"In all you do or say or think, recollect that at any time the power of withdrawal from life is in your own hands. If gods exist, you have nothing to fear in taking leave of mankind, for they will not let you come to harm. But if there are no gods, or if they have no concern with mortal affairs, what is life to me, in a world devoid of gods or devoid of Providence?"

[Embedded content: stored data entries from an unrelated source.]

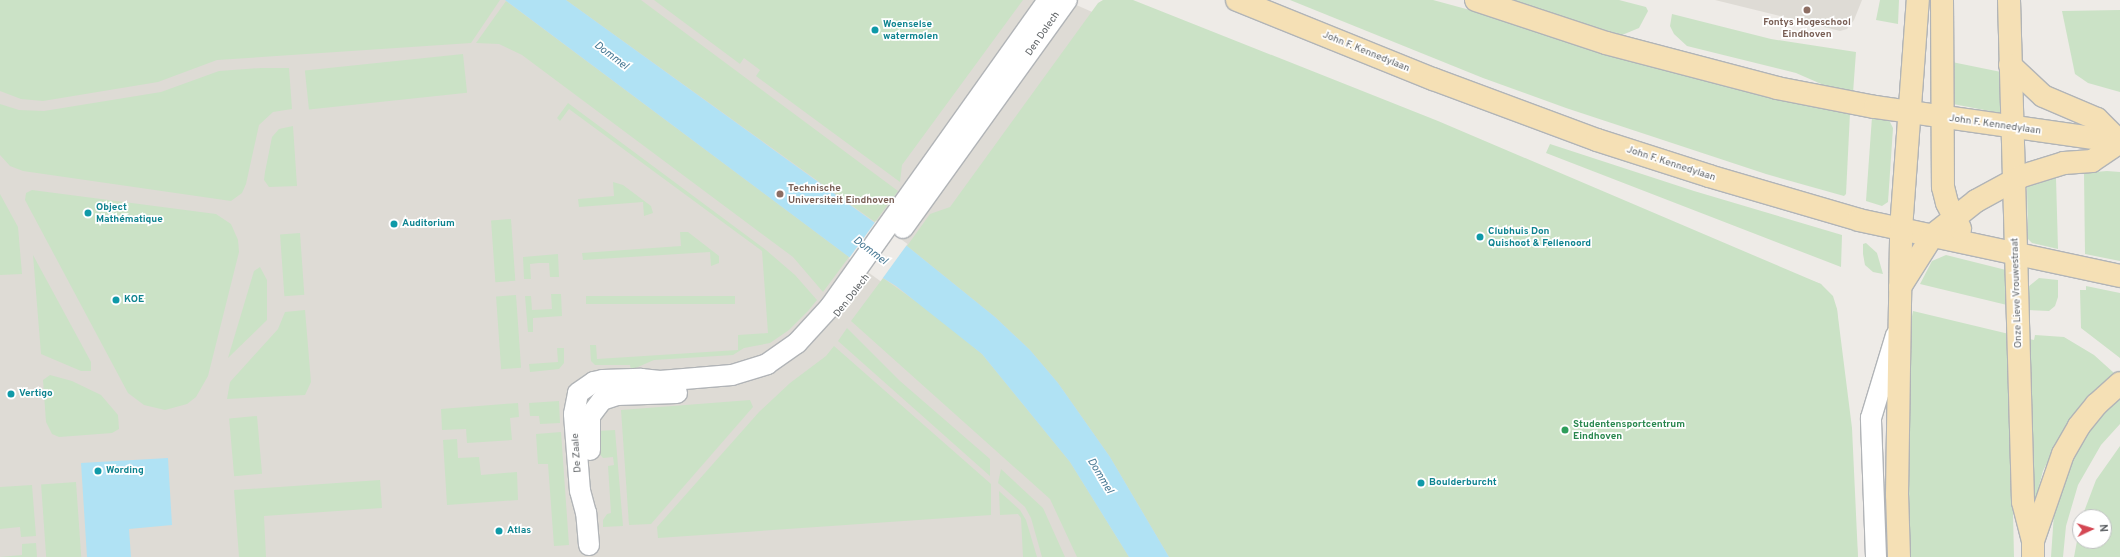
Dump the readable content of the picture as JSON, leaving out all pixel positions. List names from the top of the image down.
{
  "streets": {
    "main road": ["John F. Kennedylaan", "Onze Lieve Vrouwestraat"],
    "street": ["Den Dolech", "De Zaale"]
  },
  "crossings": [
    ["Den Dolech", "De Zaale"],
    ["John F. Kennedylaan", "Onze Lieve Vrouwestraat"]
  ],
  "water": ["Dommel"],
  "places": [
    "Fontys Hogeschool Eindhoven",
    "Woenselse watermolen",
    "Technische Universiteit Eindhoven",
    "Object Mathématique",
    "Auditorium",
    "Clubhuis Don Quishoot & Fellenoord",
    "KOE",
    "Vertigo",
    "Studentensportcentrum Eindhoven",
    "Wording",
    "Boulderburcht",
    "Atlas"
  ],
  "north": "right"
}
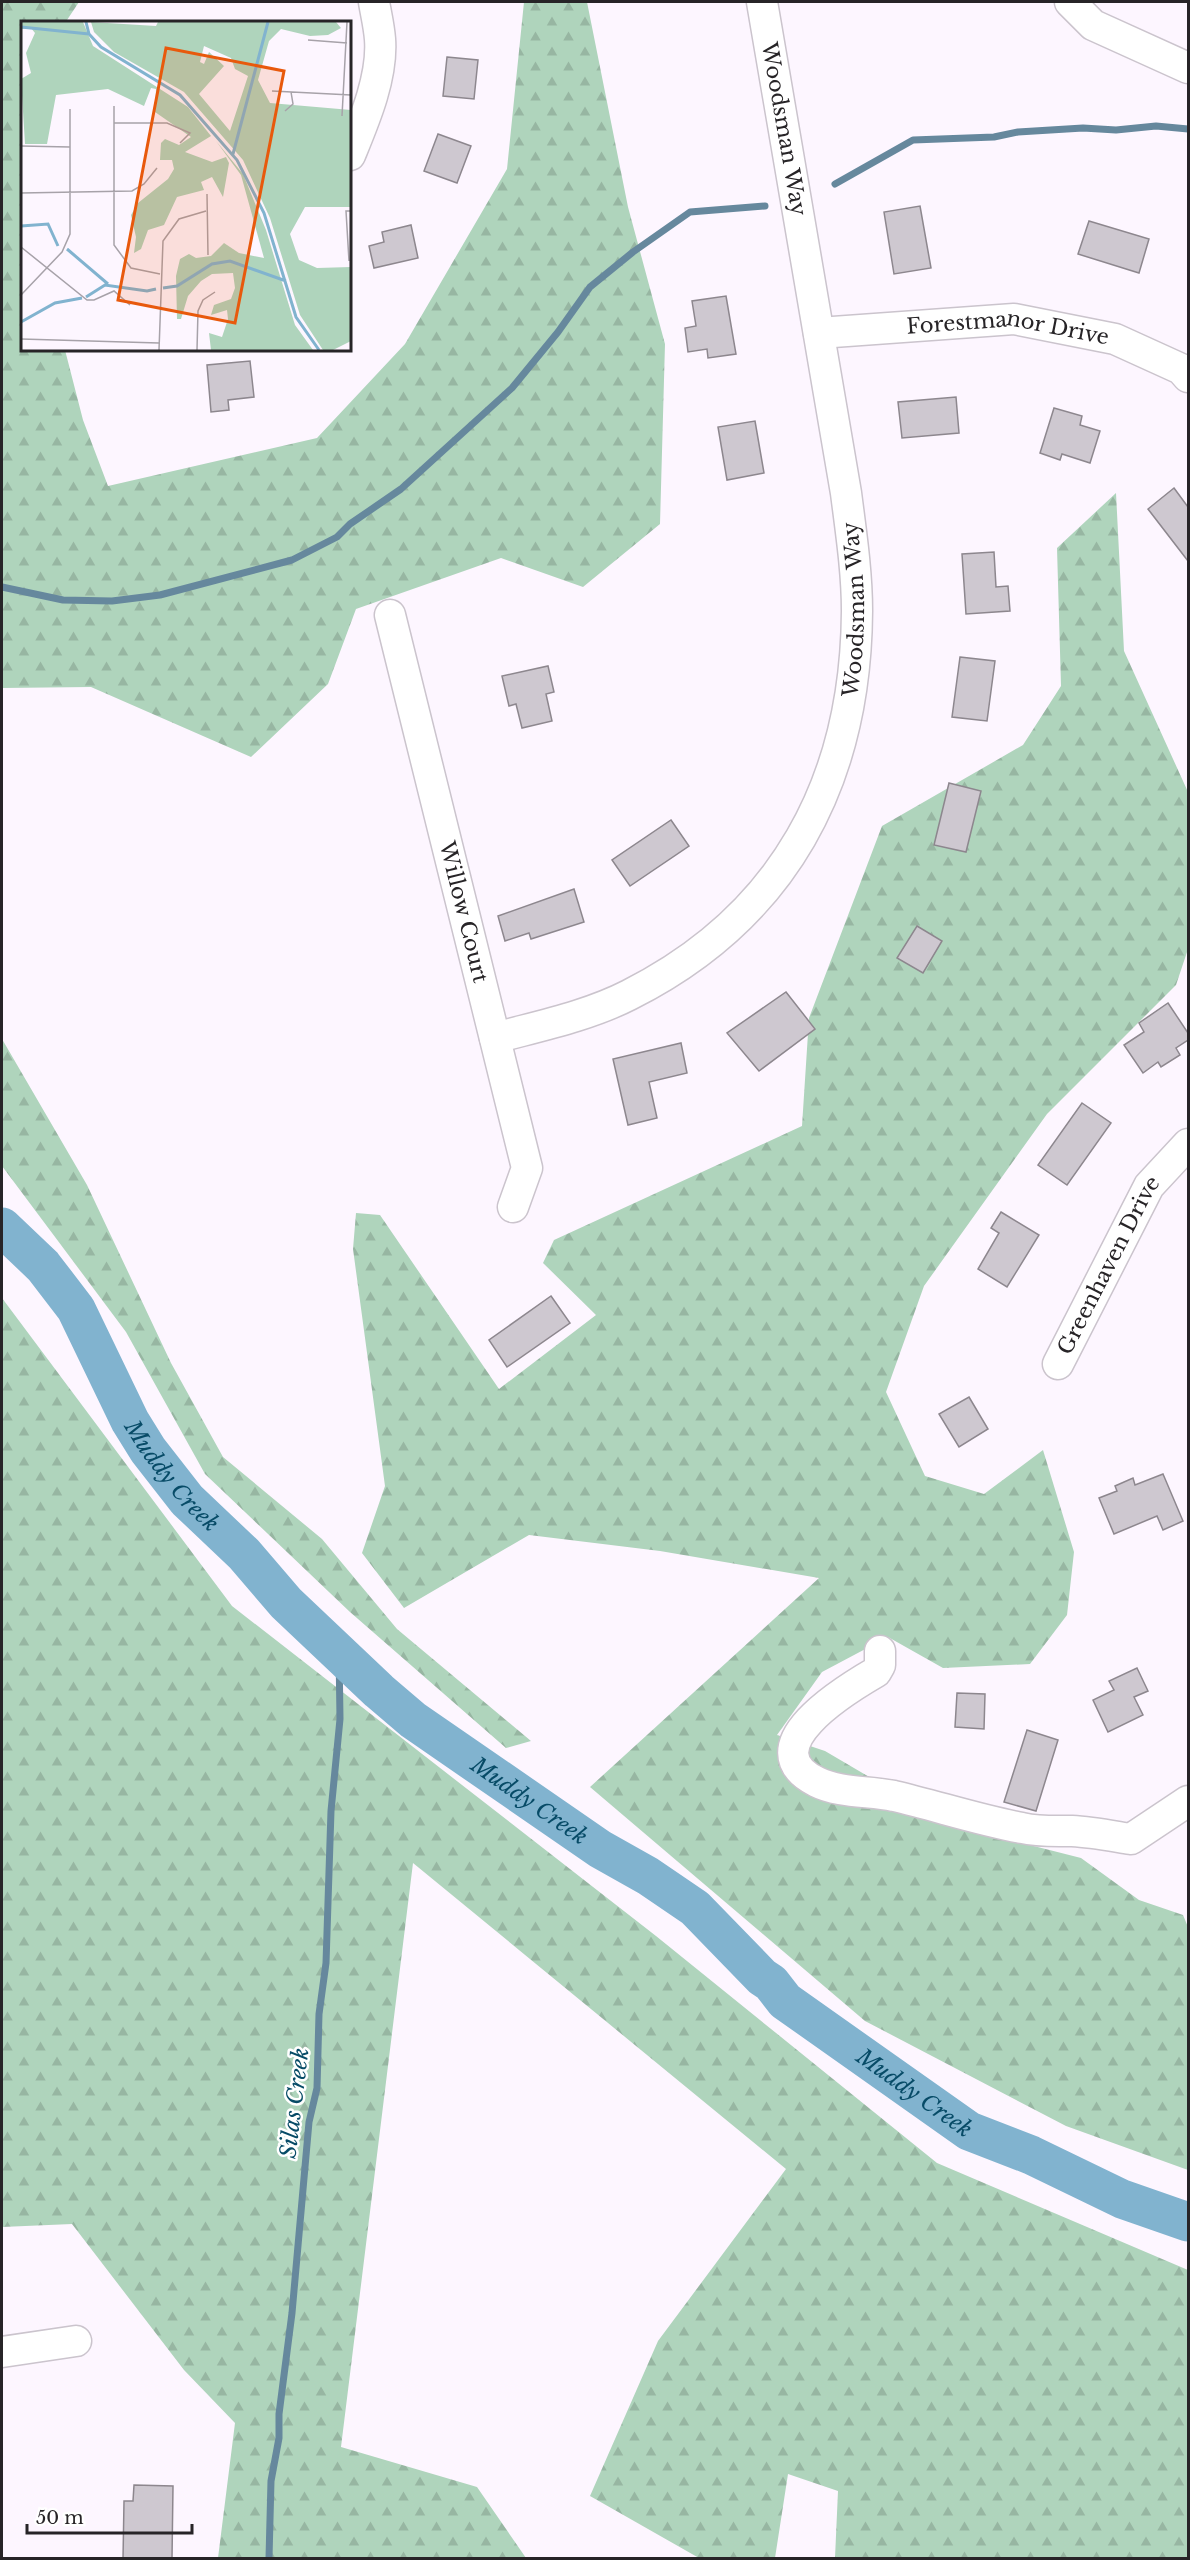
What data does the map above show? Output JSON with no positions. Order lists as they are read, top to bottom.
{
  "streets": {
    "street": [
      "Woodsman Way",
      "Forestmanor Drive",
      "Willow Court",
      "Greenhaven Drive"
    ]
  },
  "crossings": [
    ["Woodsman Way", "Forestmanor Drive"],
    ["Woodsman Way", "Willow Court"]
  ],
  "water": ["Muddy Creek", "Silas Creek"],
  "scale_bar": "50 m"
}
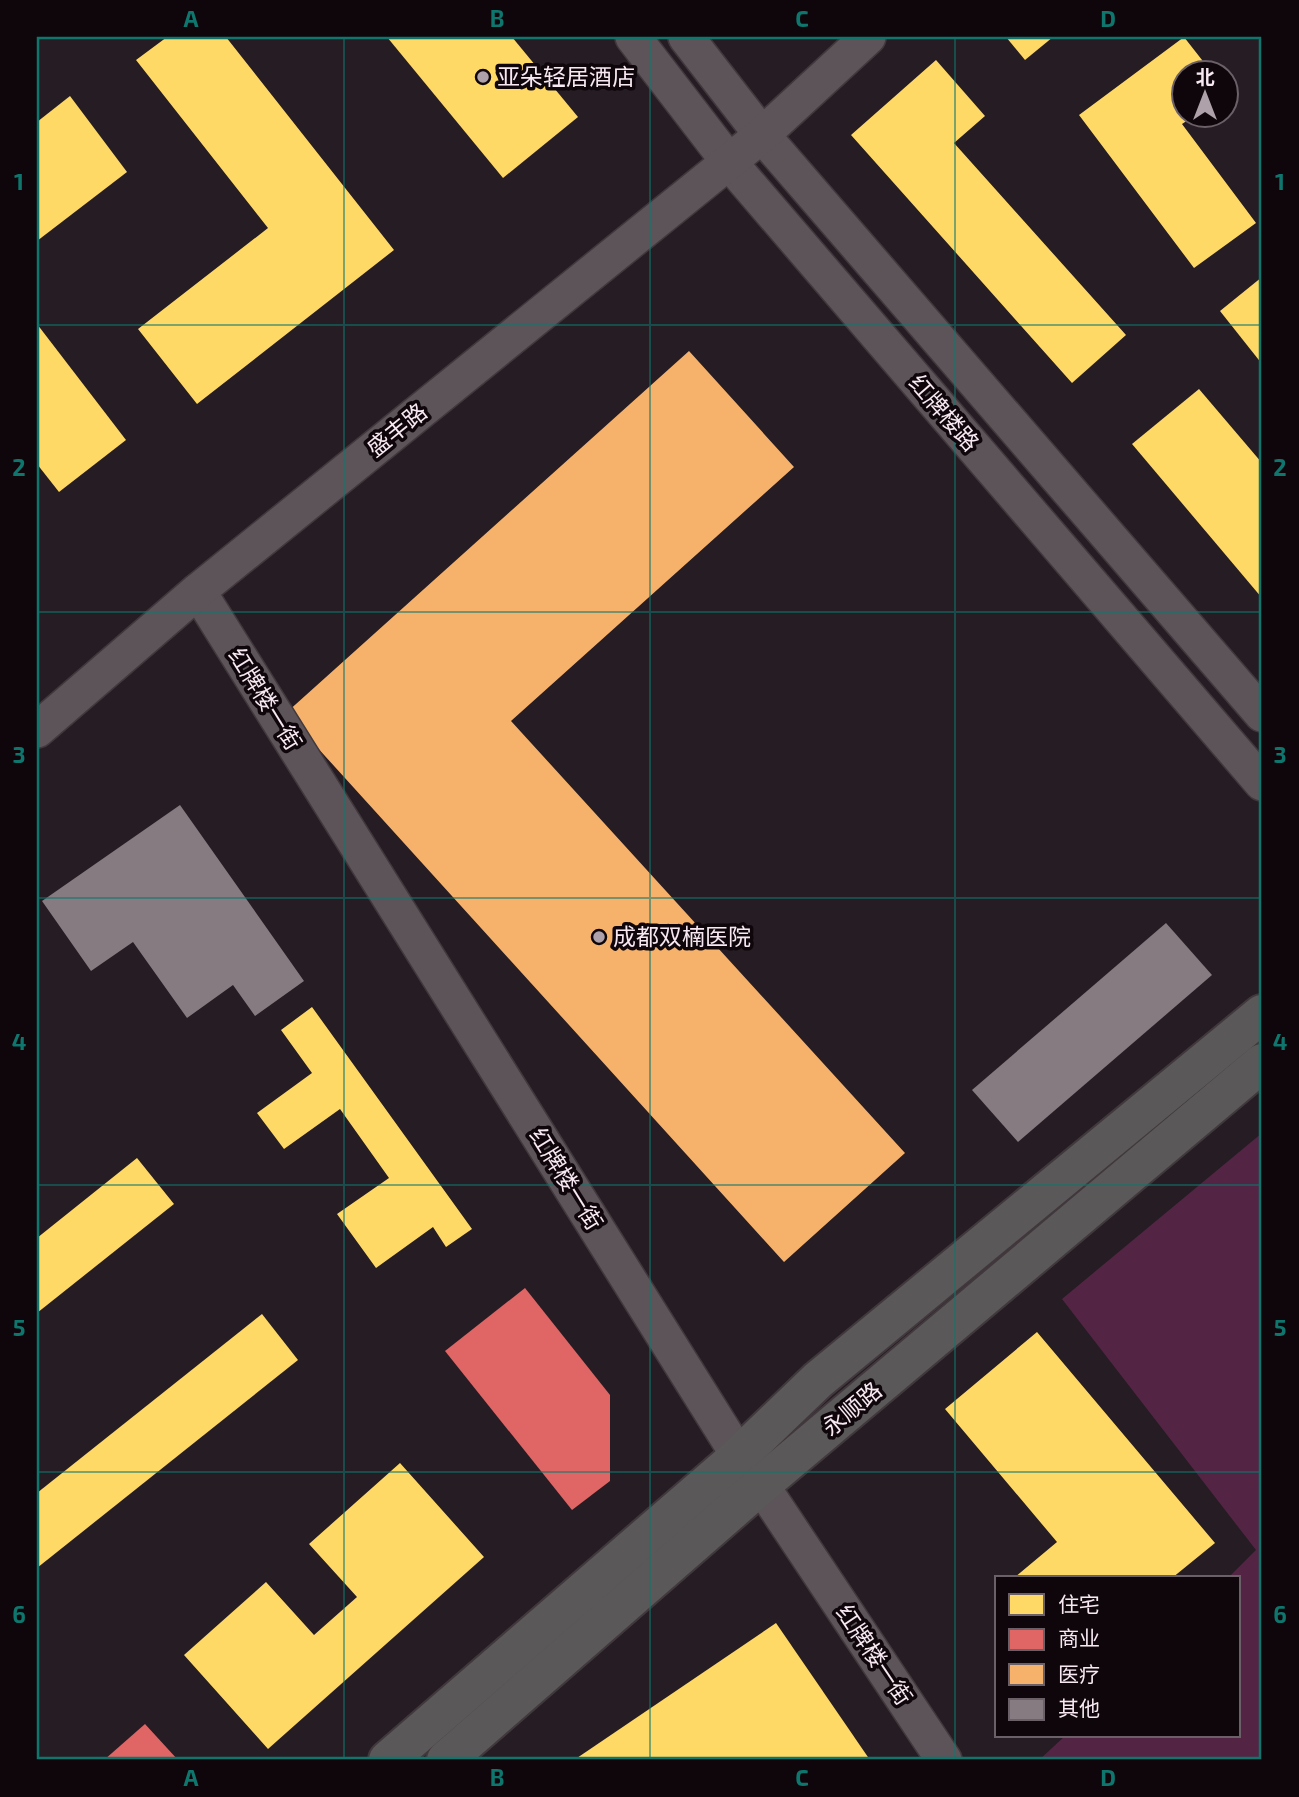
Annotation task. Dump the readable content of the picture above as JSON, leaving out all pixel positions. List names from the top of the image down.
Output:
{
  "streets": {
    "main road": ["永顺路"],
    "street": ["红牌楼路", "盛丰路", "红牌楼一街"]
  },
  "crossings": [
    ["红牌楼路", "盛丰路"],
    ["盛丰路", "红牌楼一街"],
    ["红牌楼一街", "永顺路"]
  ],
  "places": ["亚朵轻居酒店", "成都双楠医院"],
  "legend": [
    "住宅",
    "商业",
    "医疗",
    "其他"
  ],
  "north": "top",
  "grid": {
    "columns": [
      "A",
      "B",
      "C",
      "D"
    ],
    "rows": [
      "1",
      "2",
      "3",
      "4",
      "5",
      "6"
    ]
  }
}
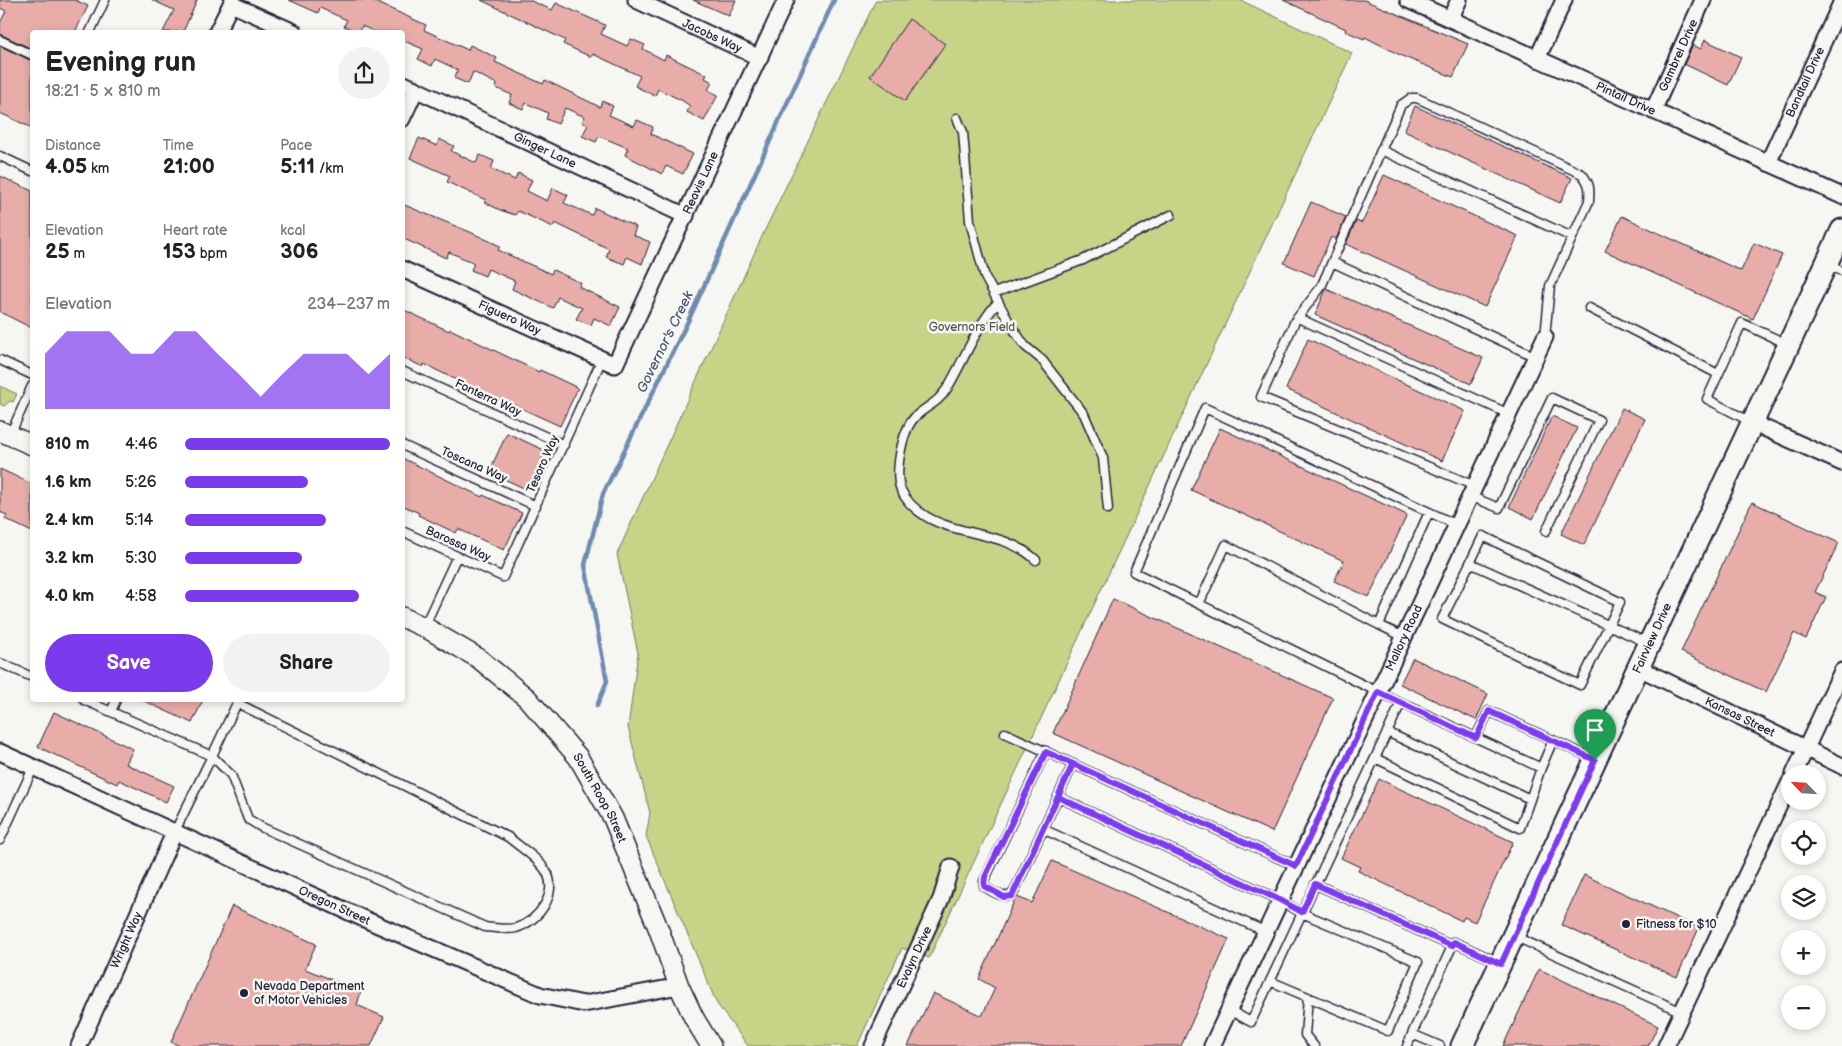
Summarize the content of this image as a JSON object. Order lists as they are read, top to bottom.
{
  "streets": {
    "main road": ["Fairview Drive"],
    "street": [
      "Jacobs Way",
      "Gambrel Drive",
      "Bandtail Drive",
      "Pintail Drive",
      "Ginger Lane",
      "Reavis Lane",
      "Figuero Way",
      "Mallory Road",
      "Kansas Street",
      "South Roop Street",
      "Oregon Street",
      "Wright Way",
      "Evalyn Drive"
    ],
    "lane": [
      "Fonterra Way",
      "Tesoro Way",
      "Toscana Way",
      "Barossa Way"
    ]
  },
  "crossings": [
    ["Jacobs Way", "Reavis Lane"],
    ["Gambrel Drive", "Pintail Drive"],
    ["Bandtail Drive", "Pintail Drive"],
    ["Ginger Lane", "Reavis Lane"],
    ["Reavis Lane", "Figuero Way"],
    ["Reavis Lane", "Tesoro Way"],
    ["Figuero Way", "Tesoro Way"],
    ["Fonterra Way", "Tesoro Way"],
    ["Tesoro Way", "Toscana Way"],
    ["Tesoro Way", "Barossa Way"],
    ["Fairview Drive", "Kansas Street"],
    ["South Roop Street", "Oregon Street"],
    ["Oregon Street", "Wright Way"]
  ],
  "water": ["Governor's Creek"],
  "parks": ["Governors Field"],
  "places": ["Fitness for $10", "Nevada Department of Motor Vehicles"],
  "north": "top left",
  "page": {
    "heading": ["Evening run", "18:21 · 5 × 810 m"],
    "stats": [
      ["Distance", "4.05 km"],
      ["Time", "21:00"],
      ["Pace", "5:11 /km"],
      ["Elevation", "25 m"],
      ["Heart rate", "153 bpm"],
      ["kcal", "306"]
    ],
    "chart": ["Elevation", "234–237 m"],
    "list": [
      {
        "name": "810 m",
        "note": "4:46"
      },
      {
        "name": "1.6 km",
        "note": "5:26"
      },
      {
        "name": "2.4 km",
        "note": "5:14"
      },
      {
        "name": "3.2 km",
        "note": "5:30"
      },
      {
        "name": "4.0 km",
        "note": "4:58"
      }
    ],
    "buttons": ["Save", "Share"],
    "map_buttons": ["+", "−"]
  }
}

Marcus Aurelius, Meditations, Book Two
As usual, Marcus is sharing some essential truth. Yesterday I was talking to my great friend SW and I was telling him how much his friendship means to me (why guys don't do more of this is mystifying; every time my oldest friend Jack and Dave and I take leave of each other, even virtually, we go out of our way to share that we love each other). Anyway, I was telling SW that our friendship, beyond providing so much joy over the last decade, has also kept me from going to really dark places over the last year and a half. It's not simply the pain and the inability to do something I dearly love, travel, but it's also the terrible realization of the years I've wasted based on a lie. If relationship end, they end, and if both sides were sincere, then no harm, no foul. Instead, so many years of my life - including relationships with other women that were rich and could have been even richer - were destroyed because of a person who lied to me, and who deliberately took advantage of my love for her and my belief in her. That's hard to get past, especially at sixty-one when I'm alone and can't see a time when that will change. Would I do something drastic? Probably not. But, truthfully, if the offer was, it could be over tomorrow, no pain or uncertainty, just a disappearance, a transition into the totality of all things - for big patches of the last year and a half the answer would have been a very simple and grateful yes. Because, Marcus is right, while we don't control many things, the "power of withdrawal from life" is in our own hands. And the notion of taking advantage of that power was something that lay at the heart of Stoicism. Of course, it's not simply the Stoics who struggled with this notion. We are told that the pre-Socratic Zeno, in his dotage, stumbled and shaking his fist, cried, "I come, I come, why dost thou call for me?" Then, at least according to legend, he ended his life. Any of my friends - and many of my students - can quote the classic Scudder lament, "praying for death's sweet release." Now, would I want this to be over because of pain, both physical and emotional, or because of vanity: that is, am I actually just angry with myself for foolishly taking the word of a woman who had never given me any reason to believe her? We do many stupid things for the cause of vanity, and I don't suppose that killing oneself should be one of them.